I’ve been a Mac user for a long time. The first Mac I owned was a Motorola StarMax beige tower, which means that I went off to college before the original iMac. That’s before the time best known as Steve Jobs 2.
My dad, who I had to convince to buy me that Mac, now works on a MacBook Pro. My roommate, who laughed at my computer and then used it to play Swoop, has been using Macs for almost a decade.
Bits, which is my place for the two things Bobert says I do best, has featured a lot of Apple ranting recently, and I am frequently asked why I stick with Apple if I don’t like their policies, or why I got a new iPhone if I hate AT&T.
The answer is simple: because every time they have the opportunity to influence my decision-making Apple does a wonderful job.
This doesn’t mean Apple is flawless. It also doesn’t mean I’m immune to competition, to news sites and friends, and to other products. What it means is that when the ball is in Apple’s court they hit a home run.
I write this up today because today I took Tara’s iPad in to the Apple store in downtown SF. The screen had some streaks on it that continued to re-appear after cleaning. They looked as though the glue that holds the display in to the bezel was leaking slightly. At first I thought they came from the glue used on the black plastic portion that houses the 3G antenna, but after a month we noticed them on the other end as well, around the home button. They look like dirt or finger print oil, except that they originate at the black edge of the glass and streak inwards, on two sides. After two months, we knew it was a defect, and I scheduled a Genius Bar appointment online.
I worked for several years in quality control in China. I am very aware of the realities of manufacturing defects and error rates. While it is sad to get a new product that has a defect, and while production processes can usually be improved, unless there’s a problem at a scale that warrants a recall, what matters is not the flaw, but how it’s handled.

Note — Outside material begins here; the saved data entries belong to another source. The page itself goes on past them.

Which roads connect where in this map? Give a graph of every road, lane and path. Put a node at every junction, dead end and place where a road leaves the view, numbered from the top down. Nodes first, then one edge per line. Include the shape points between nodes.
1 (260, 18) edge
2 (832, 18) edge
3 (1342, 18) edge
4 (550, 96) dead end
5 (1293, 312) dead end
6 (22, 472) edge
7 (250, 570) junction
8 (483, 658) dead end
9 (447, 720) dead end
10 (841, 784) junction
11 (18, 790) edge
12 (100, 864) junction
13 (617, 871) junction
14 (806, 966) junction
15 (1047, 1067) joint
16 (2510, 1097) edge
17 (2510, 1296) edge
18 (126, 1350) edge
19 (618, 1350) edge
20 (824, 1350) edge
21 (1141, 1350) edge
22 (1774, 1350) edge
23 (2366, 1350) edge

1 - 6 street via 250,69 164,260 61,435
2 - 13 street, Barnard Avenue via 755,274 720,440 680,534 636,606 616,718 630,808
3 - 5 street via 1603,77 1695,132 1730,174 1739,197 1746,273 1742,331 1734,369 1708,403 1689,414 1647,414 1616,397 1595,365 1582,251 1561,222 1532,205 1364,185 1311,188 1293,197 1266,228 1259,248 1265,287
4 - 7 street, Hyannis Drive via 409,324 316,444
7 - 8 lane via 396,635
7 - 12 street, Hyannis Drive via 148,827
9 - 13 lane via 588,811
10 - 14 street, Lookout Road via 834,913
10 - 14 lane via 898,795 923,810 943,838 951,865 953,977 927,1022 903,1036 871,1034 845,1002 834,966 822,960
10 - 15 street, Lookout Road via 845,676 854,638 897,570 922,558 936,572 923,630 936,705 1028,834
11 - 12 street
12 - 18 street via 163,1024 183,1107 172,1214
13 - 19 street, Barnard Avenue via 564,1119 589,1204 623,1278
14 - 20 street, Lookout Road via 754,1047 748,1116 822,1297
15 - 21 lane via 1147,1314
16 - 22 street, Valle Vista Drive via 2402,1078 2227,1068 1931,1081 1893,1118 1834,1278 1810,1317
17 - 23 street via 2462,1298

The way we treat each other is key. What I am looking for from Apple and other companies is not products that never have problems, but companies that treat their customers well when problems are discovered.
This morning I walked in to the Apple store at 10:04 and checked in on the second level. I waited on a bench for around five minutes for my name to be called, and then showed my Genius rep the iPad, screen off so that the streaks were immediately visible. She took it, looked at them, asked the next Genius over if he thought wipes and alcohol would work, took it in the back and tried to clean it. She was gone for three minutes. When she came back she promptly told me she would replace it as cleaning it hadn’t worked. She pulled out a new iPad, had me sign the paperwork, swapped SIM cards, wiped the old iPad, and we were done. The total time was 25 minutes, most of which was spent activating the new iPad, wiping the old one, and swapping SIM cards.
I left the store completely happy and texted Tara to tell her the good news.
There’s no joy in finding a problem with something. Making an appointment, taking it in, being potentially without it for a few days or weeks, those are all unpleasant things. They are also almost impossible to avoid. The only things a company can control are their products pre-sale and their treatment of their customers at all times.
To fix my problem Apple’s staff treated me kindly, listened to me respectfully, didn’t question my honesty or intelligence, and repaired the original flaw in the product promptly.
That’s why they keep getting my money.